We need strong leadership to bring better balance to our land use policies. There has been much talk about change but, unfortunately, there has been no action. The county needs frank discussion about changes to the bright line of where the Growth Area boundary can be amended. For ten years, it has been clearly established that only 110 acres of land is zoned for light industry. However, to attract clean and innovative businesses, we need more parcels with flexible sizes. The county needs leaders who will honestly work toward a more balanced approach to our competing needs, instead of deferring the tough decisions to future generations.
Balanced approach to managing the county’s finances
Albemarle County Finances are out of balance because the Board of Supervisors has been driven to increase revenues by increasing property assessments and tax rates, while spending the revenue, including bond issuance, as quickly as possible. This cannot continue. The county must have a balanced budget: revenues and expenses should always equal one another.
The Albemarle County tax rate has risen four years in a row. Although this year’s proposed budget does not call for a tax increase, real estate assessments are up another 2.9%. During the past four years, an increase in both tax rates and real estate assessments has resulted in a whopping 25% increase in the tax rate to property owners. We are currently operating in a budgetary surplus, but every surplus dollar is being spent. At this rate, there is no preparation for an inevitable downturn.
Two years ago, the Board of Supervisors assembled a Blue Ribbon panel to help with budgeting. The panel suggested the Board study how to maintain lower expenses. Unfortunately, the Supervisors ignored the suggestion. The county doubled its net debt in four years. To date, there has not been an agenda item addressing how to effectively control county expenses.
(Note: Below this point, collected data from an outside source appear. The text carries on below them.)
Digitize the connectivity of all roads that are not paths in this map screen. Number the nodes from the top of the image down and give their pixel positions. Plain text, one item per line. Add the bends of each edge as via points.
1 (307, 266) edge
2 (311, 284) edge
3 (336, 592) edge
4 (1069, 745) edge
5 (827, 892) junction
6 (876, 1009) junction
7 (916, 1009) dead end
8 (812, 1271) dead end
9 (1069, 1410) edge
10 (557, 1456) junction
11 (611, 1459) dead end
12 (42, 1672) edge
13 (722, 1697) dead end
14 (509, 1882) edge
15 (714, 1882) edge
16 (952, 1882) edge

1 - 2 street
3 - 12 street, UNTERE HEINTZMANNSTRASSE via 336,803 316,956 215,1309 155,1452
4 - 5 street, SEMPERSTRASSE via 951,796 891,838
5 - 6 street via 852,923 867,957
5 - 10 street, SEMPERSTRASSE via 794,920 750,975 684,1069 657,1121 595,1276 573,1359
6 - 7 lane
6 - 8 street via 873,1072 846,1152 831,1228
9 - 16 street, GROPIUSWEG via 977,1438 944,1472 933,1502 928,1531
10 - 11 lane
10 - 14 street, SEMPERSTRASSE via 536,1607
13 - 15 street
In order to bring balance to the management of county finances, the Board of Supervisors must be financially disciplined. Not only have tax revenues risen by 25% in four years, clearly an unsustainable rate, but bond issuance growth is dramatic. Good financial managers know that good financial times do not last forever. They create “rainy day funds.” When the overall economy is doing well, the tax rate should actually be going down. Tax rates should not be raised to close an expense gap resulting from an economic downturn.
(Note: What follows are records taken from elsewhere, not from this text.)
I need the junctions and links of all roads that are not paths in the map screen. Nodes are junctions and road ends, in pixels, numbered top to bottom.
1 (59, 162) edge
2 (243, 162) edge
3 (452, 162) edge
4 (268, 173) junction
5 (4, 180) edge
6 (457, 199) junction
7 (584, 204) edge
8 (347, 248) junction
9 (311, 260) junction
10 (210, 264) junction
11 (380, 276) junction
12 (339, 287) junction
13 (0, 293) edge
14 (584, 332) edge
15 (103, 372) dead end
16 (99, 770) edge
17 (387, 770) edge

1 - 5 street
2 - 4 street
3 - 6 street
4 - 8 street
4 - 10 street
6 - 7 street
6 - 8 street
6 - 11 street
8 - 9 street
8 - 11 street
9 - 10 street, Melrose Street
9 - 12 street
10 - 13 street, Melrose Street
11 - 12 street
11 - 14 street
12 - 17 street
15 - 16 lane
We must devise a sound financial blueprint to reduce our debt and efficiently manage our county’s financial resources.
Balanced economic development
Events during the past four years show unequivocally that economic development is not a priority in Albemarle County. The preface in a Memorandum of Understanding between the Chair of the Board of Supervisors and the Economic Development Authority clearly states that new businesses are not sought in the Comprehensive Plan area. Additional language expressly opposes an upgrade in zoning from rural land to either light industry or commercial use. The Board of Supervisors has shown that it is opposed to new businesses – even in the Growth Area. This attitude has cost the county solid, clean, responsible companies that wanted to expand their business to Albemarle County.
Before this campaign is finished, Samuel Miller constituents will realize there are some flawed, commonly held perceptions about business and growth. In addition to rural landscapes, there are other uses for our land of equal importance, including economic development. A new county executive will have a better balance between land needs, and a new Economic Development Director will carry out that program. Right now we have neither. One only needs to look at our neighbor, Charlottesville, to see how choosing good business partners benefits the whole community. By wooing and winning economic development opportunities, the tax pay back will pay for the growth. Within our Comprehensive Plan are designated desirable markets, thought to be of value to us. The missing ingredient is having the leadership to carry out the plan.
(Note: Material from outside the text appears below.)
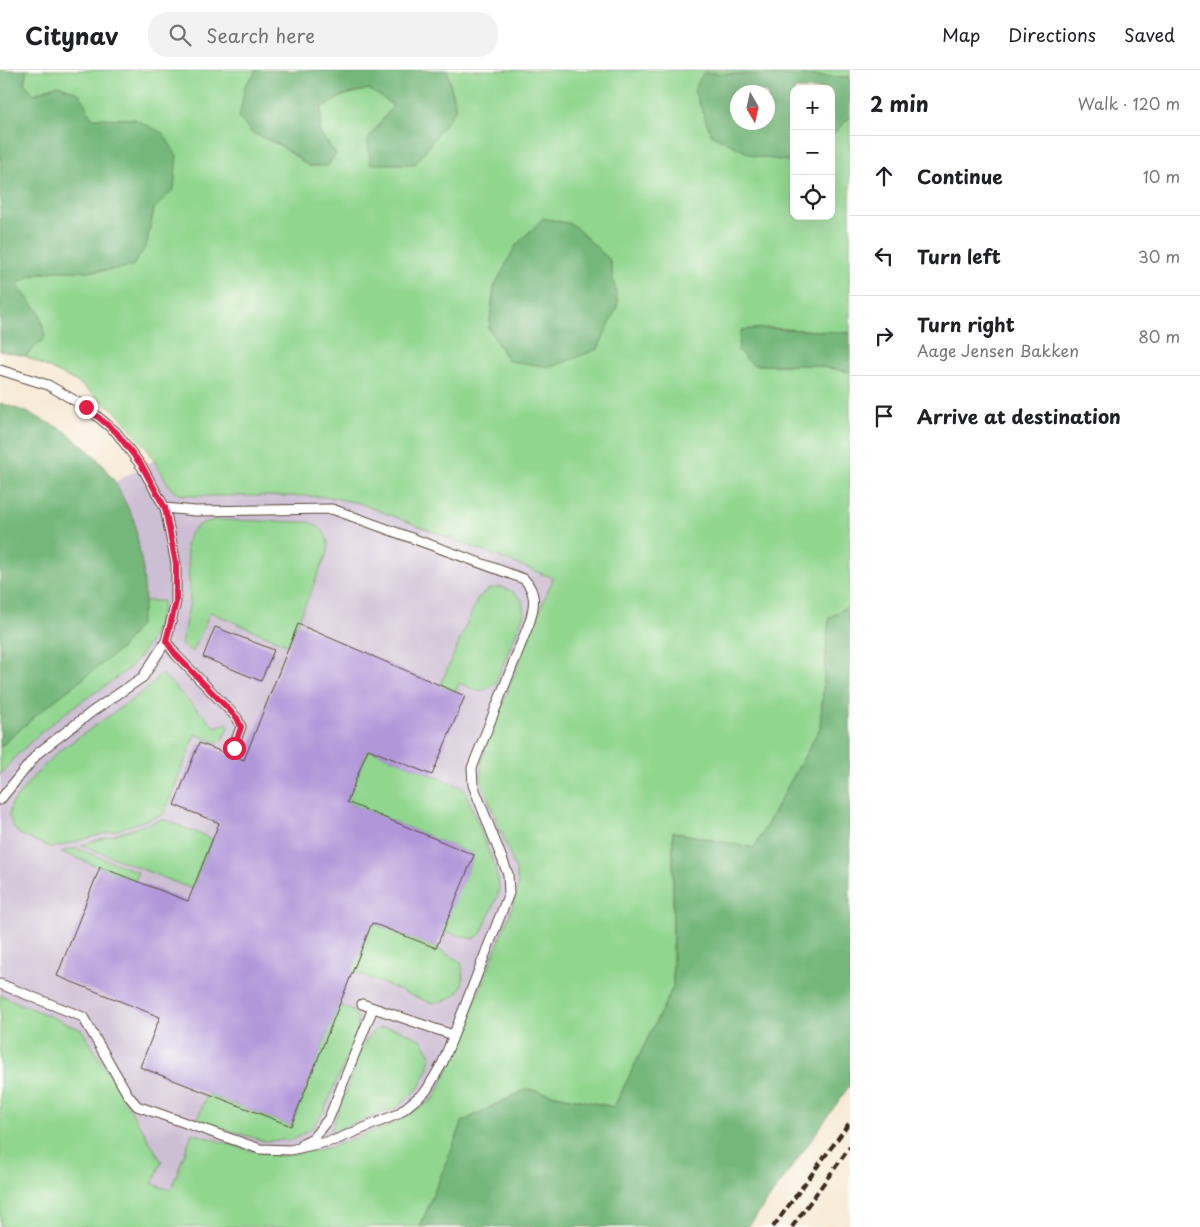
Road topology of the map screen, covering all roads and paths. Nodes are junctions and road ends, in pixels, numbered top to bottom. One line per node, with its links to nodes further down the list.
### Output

Broadening our tax base, by encouraging new businesses to either start or relocate to Albemarle County, would be a great start to relieving the burden from our citizens as the sole solution to our financial challenges. It would provide opportunities for the youth in our community to land career ladder jobs and reside here as adults, at the same time providing a future source of revenue to pay down our debts and live within our means.